Sabtu 11 Dec 2021 06:12 WIB

Kemenag Didesak Terbitkan Aturan Cegah Kekerasan Seksual di Sekolah Agama

Butuh PMA tentang pencegahan kekerasan seksual di satuan pendidikan berbasis agama.

Rep: Rizky Suryarandika/ Red: Mas Alamil Huda
Perhimpunan Pendidikan dan Guru (P2G) mendesak Kementerian Agama (Kemenag) membuat peraturan menteri agama (PMA) tentang pencegahan dan penanggulangan kekerasan seksual di satuan pendidikan berbasis agama. Foto: Kekerasan Seksual (ilustrasi)
Foto: STRAITS TIMES
Perhimpunan Pendidikan dan Guru (P2G) mendesak Kementerian Agama (Kemenag) membuat peraturan menteri agama (PMA) tentang pencegahan dan penanggulangan kekerasan seksual di satuan pendidikan berbasis agama.
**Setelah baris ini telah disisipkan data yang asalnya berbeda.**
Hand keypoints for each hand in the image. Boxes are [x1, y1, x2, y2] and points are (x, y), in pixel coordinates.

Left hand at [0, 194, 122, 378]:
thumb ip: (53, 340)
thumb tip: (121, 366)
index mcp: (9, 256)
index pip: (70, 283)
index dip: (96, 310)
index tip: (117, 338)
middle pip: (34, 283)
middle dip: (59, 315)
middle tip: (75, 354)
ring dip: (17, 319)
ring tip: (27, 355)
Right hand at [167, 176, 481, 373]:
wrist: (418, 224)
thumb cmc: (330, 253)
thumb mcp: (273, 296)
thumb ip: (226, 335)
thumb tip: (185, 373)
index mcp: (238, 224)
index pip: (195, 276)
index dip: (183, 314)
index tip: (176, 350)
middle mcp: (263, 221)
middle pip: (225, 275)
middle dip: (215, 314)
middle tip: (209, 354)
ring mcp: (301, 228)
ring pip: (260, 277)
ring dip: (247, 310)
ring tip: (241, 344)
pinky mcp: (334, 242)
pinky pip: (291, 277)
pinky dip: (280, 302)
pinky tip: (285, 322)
Foto: Kekerasan Seksual (ilustrasi)

REPUBLIKA.CO.ID, JAKARTA -- Perhimpunan Pendidikan dan Guru (P2G) mendesak Kementerian Agama (Kemenag) membuat peraturan menteri agama (PMA) tentang pencegahan dan penanggulangan kekerasan seksual di satuan pendidikan berbasis agama. Hal ini sebagai buntut oknum guru salah satu pesantren di Kota Bandung yang melakukan tindakan kekerasan seksual kepada 12 siswinya.
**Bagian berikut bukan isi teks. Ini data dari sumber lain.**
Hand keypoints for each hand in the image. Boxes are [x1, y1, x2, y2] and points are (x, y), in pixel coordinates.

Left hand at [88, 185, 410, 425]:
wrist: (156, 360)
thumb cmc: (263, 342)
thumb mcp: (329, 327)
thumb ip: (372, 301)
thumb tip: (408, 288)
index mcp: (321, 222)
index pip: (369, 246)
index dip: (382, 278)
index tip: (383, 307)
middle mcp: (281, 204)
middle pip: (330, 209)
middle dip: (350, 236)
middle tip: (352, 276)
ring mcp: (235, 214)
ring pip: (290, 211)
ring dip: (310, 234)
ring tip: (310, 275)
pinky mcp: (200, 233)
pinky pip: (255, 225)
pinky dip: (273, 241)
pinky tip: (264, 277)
Koordinator Nasional P2G Satriwan Salim meminta PMA nantinya mengatur madrasah, pesantren, seminari, pasraman, dan dhammasekha, serta lembaga pendidikan berbasis agama lainnya. "Regulasi PMA sangat urgen dibuat, mengingat angka kekerasan seksual di satuan pendidikan agama cukup tinggi, P2G menilai Gus Menteri akan cepat tanggap dengan aspirasi ini," kata Satriwan dalam keterangan pers kepada Republika.co.id, Jumat (10/12).

Kemdikbudristek sudah melahirkan Permendikbud Nomor 82 Tahun 2015 tentang Pencegahan dan Penanggulangan Tindak Kekerasan di Satuan Pendidikan. Aturan ini berlaku bagi sekolah di bawah Kemdikbudristek.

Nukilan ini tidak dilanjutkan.